You confirm it by plotting

y = e^2x-3

and

y = e^-1

and checking for point/s of intersection.

 

[pka]

I need to find the solution set of e^(2x - 3) < e^-1. Can I just reduce this down to 2x - 3 < -1? Thanks.

What is your question?

 

[metsandnets]

What is the solution set of e^(2x - 3) < e^(-1) ?

 

[mmm4444bot]

I'm thinking that the meaning of Subhotosh's "only one solution" is that the solution set for the original exercise is the same as the solution set for the "reduced" inequality posted.

In other words, you may go ahead and solve the simpler one.

NOTE: Working with the original inequality, instead, is not that involved, for those familiar with properties of exponents and natural logarithms.

 

[HallsofIvy]

What is the solution set of e^(2x - 3) < e^-1?

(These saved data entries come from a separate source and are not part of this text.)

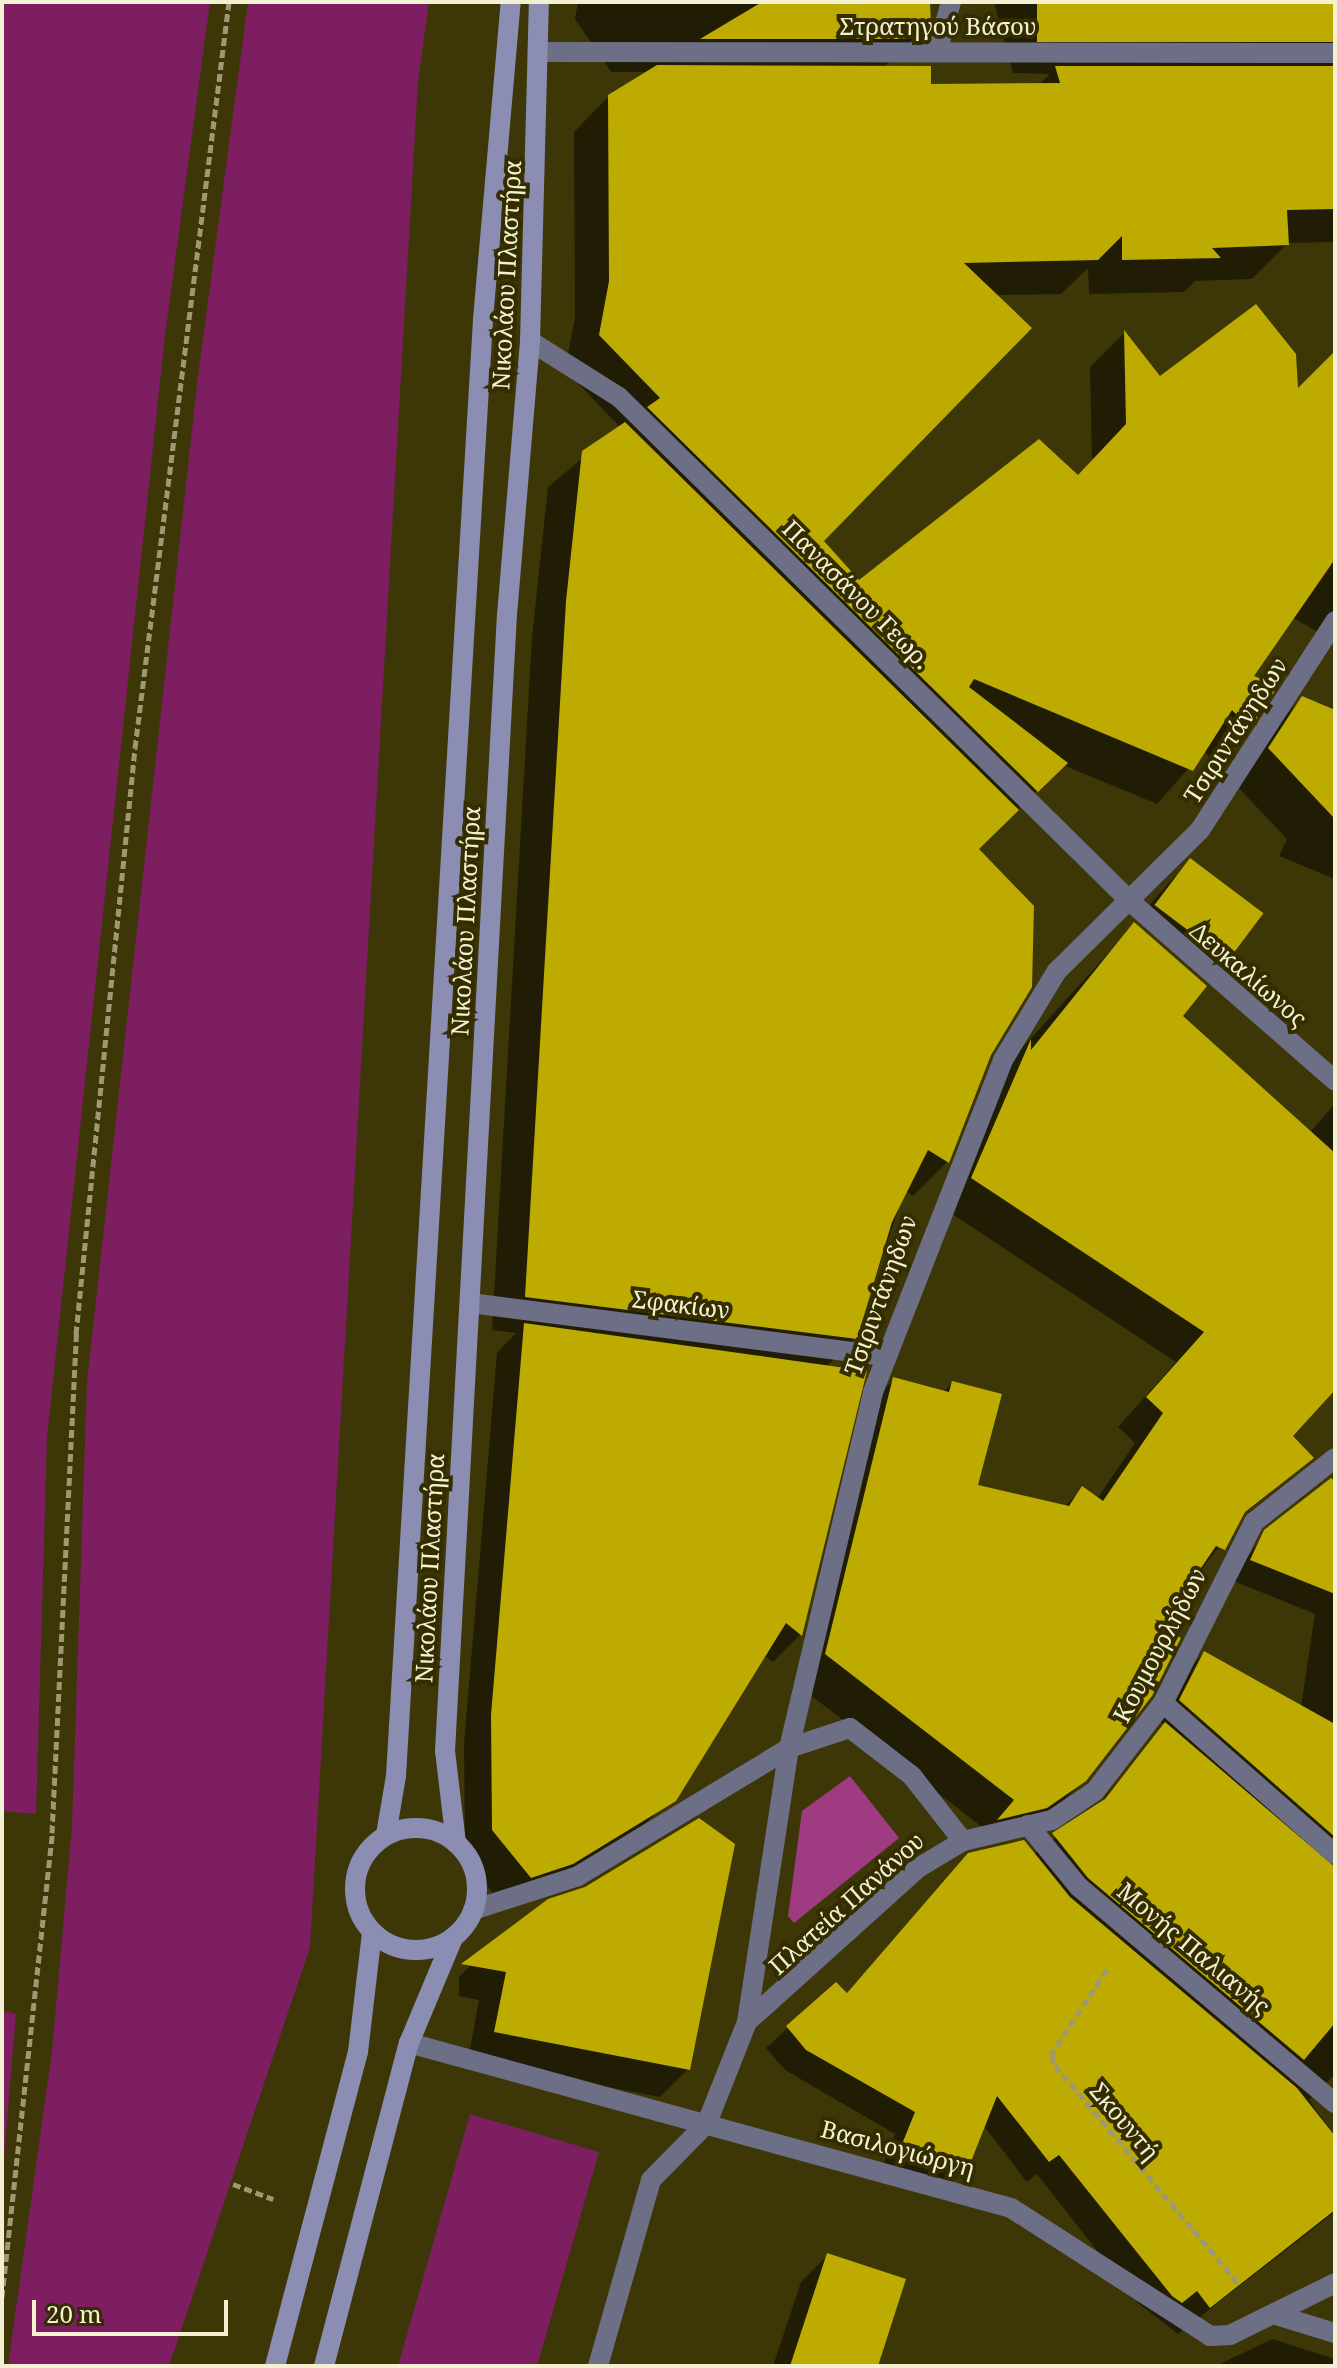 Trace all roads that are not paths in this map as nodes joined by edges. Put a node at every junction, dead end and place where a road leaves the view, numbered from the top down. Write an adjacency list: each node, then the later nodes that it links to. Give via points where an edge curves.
1 (511, 2): 17 (main road, Νικολάου Πλαστήρα, via 483,319 396,1776)
2 (539, 2): 4 (main road, Νικολάου Πλαστήρα)
3 (951, 2): 5 (street)
4 (542, 52): 5 (street, Στρατηγού Βάσου); 7 (main road, Νικολάου Πλαστήρα)
5 (937, 52): 6 (street, Στρατηγού Βάσου)
6 (1335, 53)
7 (530, 341): 9 (street, Πανασάνου Γεωρ., via 644,419); 11 (main road, Νικολάου Πλαστήρα, via 507,615)
8 (1335, 621): 9 (street, Τσιριντάνηδων, via 1200,830)
9 (1132, 903): 10 (street, Δευκαλίωνος); 12 (street, Τσιριντάνηδων, via 1057,971 1017,1033 956,1166)
10 (1335, 1081)
11 (470, 1303): 12 (street, Σφακίων); 19 (main road, Νικολάου Πλαστήρα, via 445,1751)
12 (885, 1356): 15 (street, Τσιριντάνηδων, via 823,1582)
13 (1335, 1458): 14 (street, Κουμουρλήδων, via 1254,1522)
14 (1163, 1703): 16 (street, Κουμουρλήδων, via 1095,1791 1064,1815); 20 (street)
15 (789, 1748): 18 (street, Πλατεία Πανάνου, via 840,1728 862,1734 912,1776); 21 (street, via 578,1876); 24 (street, Πλατεία Πανάνου)
16 (1028, 1825): 18 (street, Κουμουρλήδων); 26 (street, Μονής Παλιανής, via 1079,1887)
17 (386, 1835): 19 (main road, via 423,1827); 22 (main road, via 366,1854 355,1880 357,1908)
18 (963, 1841): 24 (street, Πλατεία Πανάνου, via 918,1868)
19 (456, 1843): 21 (main road, via 476,1874)
20 (1335, 1854)
21 (473, 1910): 23 (main road)
22 (372, 1932): 23 (main road, via 407,1950); 31 (main road, via 358,2052)
23 (453, 1938): 25 (main road)
24 (747, 2022): 27 (street, Πλατεία Πανάνου)
25 (409, 2043): 27 (street, Βασιλογιώργη); 32 (main road)
26 (1335, 2103)
27 (707, 2123): 29 (street, Βασιλογιώργη, via 1011,2208 1210,2336); 33 (street, via 651,2180)
28 (1335, 2283): 29 (street, Βασιλογιώργη)
29 (1276, 2315): 30 (street)
30 (1335, 2333)
31 (275, 2366)
32 (324, 2366)
33 (598, 2366)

$\displaystyle e^{2x-3}= \frac{e^{2x}}{e^3}= \frac{(e^x)^2}{e^3}$ so that $\displaystyle e^{2x-3}= e^{-1}$ is the same as $\displaystyle \frac{(e^x)^2}{e^3}= e^{-1}$ which is the same as $\displaystyle (e^x)^2= \frac{e^3}{e}= e^2$. Taking the square root of each side, $\displaystyle e^x= e$ so that x= 1. Now, because all functions here are continuous, x= 1 is the only place where "<" can change to ">". Check one value of x less than 1 and one value of x greater than 1 to see which satisfies the inequality.

As for your original question, yes, the natural logarithm function is an increasing function so if a< b then ln(a)< ln(b). It is perfectly correct to take the logarithm of both sides and say that 2x- 3< -1 so that 2x< 2, x< 1.